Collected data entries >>

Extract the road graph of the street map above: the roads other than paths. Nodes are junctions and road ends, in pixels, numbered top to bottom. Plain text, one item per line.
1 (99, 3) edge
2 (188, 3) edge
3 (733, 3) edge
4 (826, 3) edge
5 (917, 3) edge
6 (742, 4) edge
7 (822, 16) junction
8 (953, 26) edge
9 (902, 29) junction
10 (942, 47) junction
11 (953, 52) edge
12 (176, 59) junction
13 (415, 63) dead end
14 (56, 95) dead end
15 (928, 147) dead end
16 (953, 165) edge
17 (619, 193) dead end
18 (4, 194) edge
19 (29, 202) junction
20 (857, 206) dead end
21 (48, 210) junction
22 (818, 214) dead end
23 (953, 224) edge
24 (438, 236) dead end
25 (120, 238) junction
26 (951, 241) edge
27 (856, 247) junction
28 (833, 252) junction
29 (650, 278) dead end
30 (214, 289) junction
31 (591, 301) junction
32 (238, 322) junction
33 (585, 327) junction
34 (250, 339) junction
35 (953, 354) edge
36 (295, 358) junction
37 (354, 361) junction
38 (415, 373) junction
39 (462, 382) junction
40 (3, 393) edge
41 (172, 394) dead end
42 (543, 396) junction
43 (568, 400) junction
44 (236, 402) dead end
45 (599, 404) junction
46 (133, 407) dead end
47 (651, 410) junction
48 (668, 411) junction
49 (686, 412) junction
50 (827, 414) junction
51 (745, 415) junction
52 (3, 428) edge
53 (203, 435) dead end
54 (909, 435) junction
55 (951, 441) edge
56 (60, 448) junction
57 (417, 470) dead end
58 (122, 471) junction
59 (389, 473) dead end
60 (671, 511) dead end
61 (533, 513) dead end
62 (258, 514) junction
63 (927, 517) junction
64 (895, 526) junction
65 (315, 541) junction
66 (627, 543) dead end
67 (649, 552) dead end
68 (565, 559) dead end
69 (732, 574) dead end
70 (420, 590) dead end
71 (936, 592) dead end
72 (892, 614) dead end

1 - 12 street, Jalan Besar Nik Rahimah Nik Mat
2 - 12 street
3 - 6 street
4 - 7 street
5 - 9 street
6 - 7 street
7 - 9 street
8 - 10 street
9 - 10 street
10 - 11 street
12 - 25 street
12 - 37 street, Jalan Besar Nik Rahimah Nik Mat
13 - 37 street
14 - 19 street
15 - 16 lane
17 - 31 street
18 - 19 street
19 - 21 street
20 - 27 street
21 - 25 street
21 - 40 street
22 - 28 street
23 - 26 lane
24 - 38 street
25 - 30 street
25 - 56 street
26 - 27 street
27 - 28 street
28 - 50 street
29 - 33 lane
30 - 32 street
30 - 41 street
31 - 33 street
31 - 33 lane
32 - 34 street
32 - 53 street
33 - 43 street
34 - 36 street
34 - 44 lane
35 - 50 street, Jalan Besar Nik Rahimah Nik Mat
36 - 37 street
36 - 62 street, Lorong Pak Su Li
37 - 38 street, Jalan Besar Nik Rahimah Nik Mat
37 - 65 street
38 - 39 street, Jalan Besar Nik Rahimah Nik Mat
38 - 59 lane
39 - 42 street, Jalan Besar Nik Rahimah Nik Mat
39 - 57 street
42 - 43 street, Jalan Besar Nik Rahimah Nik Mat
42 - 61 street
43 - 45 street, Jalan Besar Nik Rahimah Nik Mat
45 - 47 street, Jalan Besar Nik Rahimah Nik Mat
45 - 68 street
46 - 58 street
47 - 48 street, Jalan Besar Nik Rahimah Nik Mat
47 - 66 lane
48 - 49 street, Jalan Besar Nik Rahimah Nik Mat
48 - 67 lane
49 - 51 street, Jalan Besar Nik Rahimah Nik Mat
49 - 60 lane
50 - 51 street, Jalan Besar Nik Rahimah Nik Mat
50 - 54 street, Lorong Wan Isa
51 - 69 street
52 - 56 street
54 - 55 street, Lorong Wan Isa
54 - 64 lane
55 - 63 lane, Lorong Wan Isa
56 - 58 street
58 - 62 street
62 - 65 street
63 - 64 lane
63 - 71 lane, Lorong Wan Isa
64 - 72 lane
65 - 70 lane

Exercise instructions >> The records above should be returned exactly.

Response to this exercise >>
Extract the road graph of the street map above: the roads other than paths. Nodes are junctions and road ends, in pixels, numbered top to bottom. Plain text, one item per line.
1 (99, 3) edge
2 (188, 3) edge
3 (733, 3) edge
4 (826, 3) edge
5 (917, 3) edge
6 (742, 4) edge
7 (822, 16) junction
8 (953, 26) edge
9 (902, 29) junction
10 (942, 47) junction
11 (953, 52) edge
12 (176, 59) junction
13 (415, 63) dead end
14 (56, 95) dead end
15 (928, 147) dead end
16 (953, 165) edge
17 (619, 193) dead end
18 (4, 194) edge
19 (29, 202) junction
20 (857, 206) dead end
21 (48, 210) junction
22 (818, 214) dead end
23 (953, 224) edge
24 (438, 236) dead end
25 (120, 238) junction
26 (951, 241) edge
27 (856, 247) junction
28 (833, 252) junction
29 (650, 278) dead end
30 (214, 289) junction
31 (591, 301) junction
32 (238, 322) junction
33 (585, 327) junction
34 (250, 339) junction
35 (953, 354) edge
36 (295, 358) junction
37 (354, 361) junction
38 (415, 373) junction
39 (462, 382) junction
40 (3, 393) edge
41 (172, 394) dead end
42 (543, 396) junction
43 (568, 400) junction
44 (236, 402) dead end
45 (599, 404) junction
46 (133, 407) dead end
47 (651, 410) junction
48 (668, 411) junction
49 (686, 412) junction
50 (827, 414) junction
51 (745, 415) junction
52 (3, 428) edge
53 (203, 435) dead end
54 (909, 435) junction
55 (951, 441) edge
56 (60, 448) junction
57 (417, 470) dead end
58 (122, 471) junction
59 (389, 473) dead end
60 (671, 511) dead end
61 (533, 513) dead end
62 (258, 514) junction
63 (927, 517) junction
64 (895, 526) junction
65 (315, 541) junction
66 (627, 543) dead end
67 (649, 552) dead end
68 (565, 559) dead end
69 (732, 574) dead end
70 (420, 590) dead end
71 (936, 592) dead end
72 (892, 614) dead end

1 - 12 street, Jalan Besar Nik Rahimah Nik Mat
2 - 12 street
3 - 6 street
4 - 7 street
5 - 9 street
6 - 7 street
7 - 9 street
8 - 10 street
9 - 10 street
10 - 11 street
12 - 25 street
12 - 37 street, Jalan Besar Nik Rahimah Nik Mat
13 - 37 street
14 - 19 street
15 - 16 lane
17 - 31 street
18 - 19 street
19 - 21 street
20 - 27 street
21 - 25 street
21 - 40 street
22 - 28 street
23 - 26 lane
24 - 38 street
25 - 30 street
25 - 56 street
26 - 27 street
27 - 28 street
28 - 50 street
29 - 33 lane
30 - 32 street
30 - 41 street
31 - 33 street
31 - 33 lane
32 - 34 street
32 - 53 street
33 - 43 street
34 - 36 street
34 - 44 lane
35 - 50 street, Jalan Besar Nik Rahimah Nik Mat
36 - 37 street
36 - 62 street, Lorong Pak Su Li
37 - 38 street, Jalan Besar Nik Rahimah Nik Mat
37 - 65 street
38 - 39 street, Jalan Besar Nik Rahimah Nik Mat
38 - 59 lane
39 - 42 street, Jalan Besar Nik Rahimah Nik Mat
39 - 57 street
42 - 43 street, Jalan Besar Nik Rahimah Nik Mat
42 - 61 street
43 - 45 street, Jalan Besar Nik Rahimah Nik Mat
45 - 47 street, Jalan Besar Nik Rahimah Nik Mat
45 - 68 street
46 - 58 street
47 - 48 street, Jalan Besar Nik Rahimah Nik Mat
47 - 66 lane
48 - 49 street, Jalan Besar Nik Rahimah Nik Mat
48 - 67 lane
49 - 51 street, Jalan Besar Nik Rahimah Nik Mat
49 - 60 lane
50 - 51 street, Jalan Besar Nik Rahimah Nik Mat
50 - 54 street, Lorong Wan Isa
51 - 69 street
52 - 56 street
54 - 55 street, Lorong Wan Isa
54 - 64 lane
55 - 63 lane, Lorong Wan Isa
56 - 58 street
58 - 62 street
62 - 65 street
63 - 64 lane
63 - 71 lane, Lorong Wan Isa
64 - 72 lane
65 - 70 lane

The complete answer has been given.